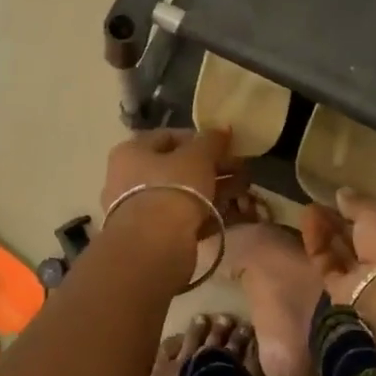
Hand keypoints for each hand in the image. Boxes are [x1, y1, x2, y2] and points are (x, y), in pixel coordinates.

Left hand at [100, 128, 241, 242]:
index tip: (226, 145)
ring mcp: (141, 210)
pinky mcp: (154, 236)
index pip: (168, 137)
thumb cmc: (172, 188)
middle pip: (178, 167)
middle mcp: (130, 178)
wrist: (154, 247)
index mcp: (132, 152)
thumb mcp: (197, 157)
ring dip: (216, 190)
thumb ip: (211, 140)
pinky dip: (208, 214)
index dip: (200, 139)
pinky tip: (234, 213)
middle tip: (241, 169)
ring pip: (184, 194)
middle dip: (213, 167)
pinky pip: (185, 218)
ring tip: (245, 190)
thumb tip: (222, 129)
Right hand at [301, 189, 375, 307]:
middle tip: (318, 202)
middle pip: (358, 236)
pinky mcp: (343, 292)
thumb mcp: (375, 211)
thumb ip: (356, 202)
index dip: (361, 207)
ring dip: (325, 229)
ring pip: (341, 251)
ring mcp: (365, 276)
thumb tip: (342, 193)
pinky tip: (307, 224)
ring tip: (308, 209)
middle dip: (338, 219)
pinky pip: (328, 265)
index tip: (341, 196)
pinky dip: (317, 245)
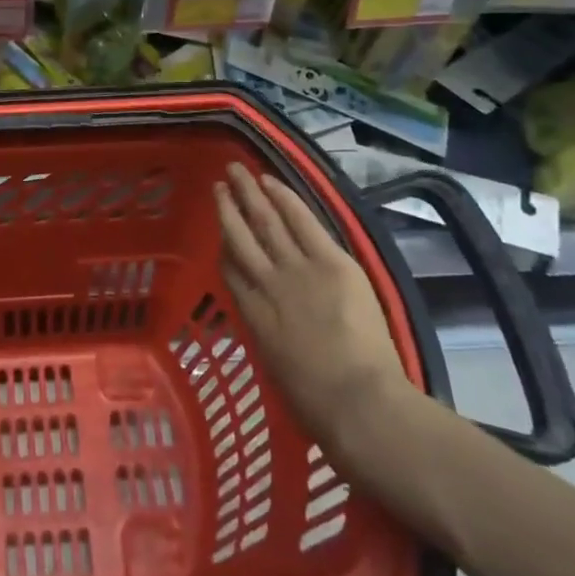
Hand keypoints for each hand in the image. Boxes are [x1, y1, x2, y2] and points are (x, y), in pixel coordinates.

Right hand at [216, 164, 410, 457]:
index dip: (223, 246)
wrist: (356, 401)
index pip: (230, 270)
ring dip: (249, 193)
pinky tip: (271, 181)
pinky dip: (284, 198)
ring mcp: (296, 269)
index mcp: (251, 315)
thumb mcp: (276, 369)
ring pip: (265, 221)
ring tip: (236, 172)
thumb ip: (269, 337)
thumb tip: (272, 325)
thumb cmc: (317, 403)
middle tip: (218, 183)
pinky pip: (302, 221)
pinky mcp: (329, 261)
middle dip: (227, 208)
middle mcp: (265, 284)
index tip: (220, 231)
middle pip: (239, 236)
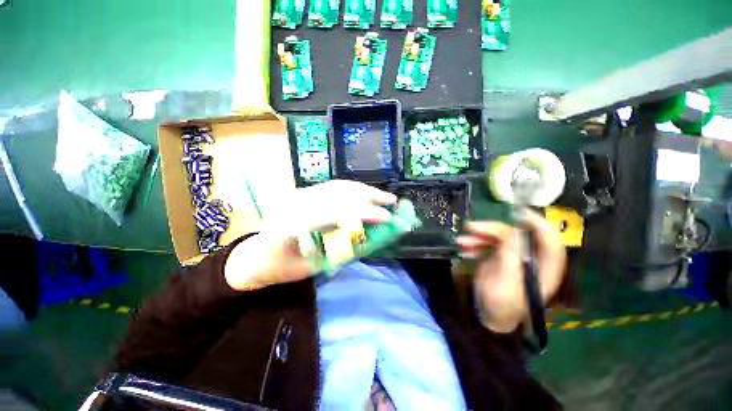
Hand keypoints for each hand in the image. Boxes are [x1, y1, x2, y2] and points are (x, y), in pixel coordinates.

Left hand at [225, 180, 396, 290]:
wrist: (255, 256)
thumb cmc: (279, 268)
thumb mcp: (309, 268)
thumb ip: (337, 251)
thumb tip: (367, 236)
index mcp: (289, 223)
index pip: (332, 212)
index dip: (362, 214)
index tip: (386, 219)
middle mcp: (293, 202)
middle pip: (337, 193)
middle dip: (368, 197)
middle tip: (391, 203)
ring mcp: (298, 194)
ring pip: (337, 186)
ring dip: (364, 190)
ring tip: (384, 196)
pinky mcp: (304, 192)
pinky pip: (333, 187)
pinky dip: (354, 190)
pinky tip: (366, 193)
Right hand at [456, 210, 566, 333]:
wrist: (487, 317)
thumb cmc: (501, 302)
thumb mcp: (506, 277)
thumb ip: (510, 252)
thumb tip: (509, 230)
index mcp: (544, 266)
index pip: (548, 238)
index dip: (535, 222)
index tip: (515, 211)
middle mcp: (532, 258)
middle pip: (517, 234)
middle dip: (492, 229)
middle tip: (471, 227)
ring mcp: (515, 258)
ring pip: (499, 239)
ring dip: (479, 237)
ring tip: (461, 241)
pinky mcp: (501, 259)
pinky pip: (489, 245)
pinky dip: (476, 245)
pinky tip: (463, 249)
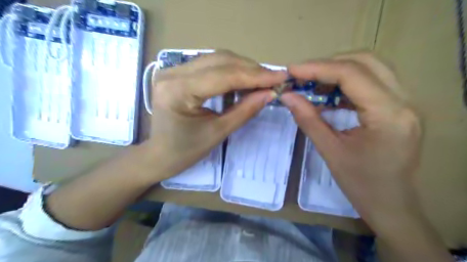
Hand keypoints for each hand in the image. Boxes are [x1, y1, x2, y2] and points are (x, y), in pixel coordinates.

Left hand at [146, 52, 286, 179]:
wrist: (160, 154)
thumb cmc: (186, 151)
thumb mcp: (218, 132)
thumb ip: (244, 110)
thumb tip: (270, 94)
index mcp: (178, 91)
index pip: (224, 76)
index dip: (255, 76)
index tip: (280, 77)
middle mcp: (172, 73)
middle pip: (220, 60)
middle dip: (251, 69)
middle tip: (274, 79)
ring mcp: (173, 70)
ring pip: (216, 59)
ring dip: (243, 68)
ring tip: (262, 80)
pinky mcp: (178, 72)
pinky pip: (210, 65)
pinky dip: (231, 71)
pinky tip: (244, 80)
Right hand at [281, 53, 423, 232]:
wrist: (391, 205)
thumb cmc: (361, 184)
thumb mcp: (330, 151)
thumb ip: (308, 119)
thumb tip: (287, 96)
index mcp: (388, 114)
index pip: (351, 74)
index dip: (318, 68)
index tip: (292, 71)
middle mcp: (404, 101)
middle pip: (365, 62)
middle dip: (328, 64)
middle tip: (302, 76)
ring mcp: (405, 103)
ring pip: (370, 69)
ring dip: (338, 72)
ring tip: (312, 84)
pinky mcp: (399, 108)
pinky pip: (372, 83)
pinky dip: (347, 84)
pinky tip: (329, 95)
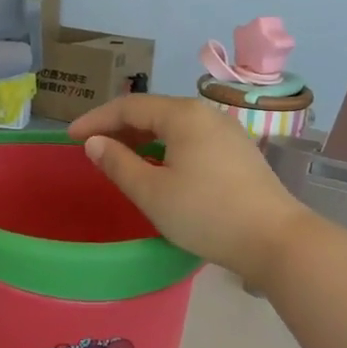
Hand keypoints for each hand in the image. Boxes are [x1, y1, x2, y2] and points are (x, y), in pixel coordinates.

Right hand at [68, 94, 316, 287]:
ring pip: (173, 126)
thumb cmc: (206, 214)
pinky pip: (191, 139)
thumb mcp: (151, 192)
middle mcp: (206, 114)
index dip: (96, 120)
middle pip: (153, 111)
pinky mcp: (238, 152)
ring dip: (142, 138)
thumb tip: (94, 143)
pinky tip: (158, 167)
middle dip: (118, 127)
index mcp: (183, 115)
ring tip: (119, 158)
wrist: (276, 240)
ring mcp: (227, 132)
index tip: (70, 138)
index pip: (129, 107)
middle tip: (91, 148)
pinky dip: (165, 147)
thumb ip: (117, 163)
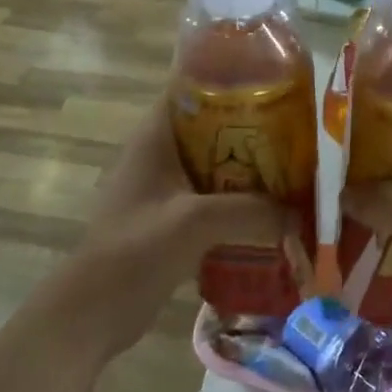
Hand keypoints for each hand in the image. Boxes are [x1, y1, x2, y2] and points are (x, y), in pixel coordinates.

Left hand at [65, 98, 290, 358]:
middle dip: (253, 130)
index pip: (192, 86)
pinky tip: (272, 213)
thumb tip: (299, 214)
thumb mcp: (196, 222)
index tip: (274, 83)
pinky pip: (214, 198)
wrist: (93, 311)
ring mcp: (165, 187)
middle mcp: (160, 153)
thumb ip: (251, 212)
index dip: (230, 79)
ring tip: (294, 172)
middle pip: (212, 127)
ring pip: (216, 165)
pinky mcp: (171, 218)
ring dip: (250, 170)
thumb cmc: (135, 250)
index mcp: (156, 135)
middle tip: (298, 134)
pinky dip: (240, 201)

▶ **WORK ORDER**: Each line of the entries that contains the word "Left" should be listed.

▶ **THE ANSWER**:
Left hand at [100, 128, 241, 242]:
Left hand at [225, 180, 396, 290]:
Left hand at [146, 52, 286, 179]:
Left hand at [65, 98, 290, 358]:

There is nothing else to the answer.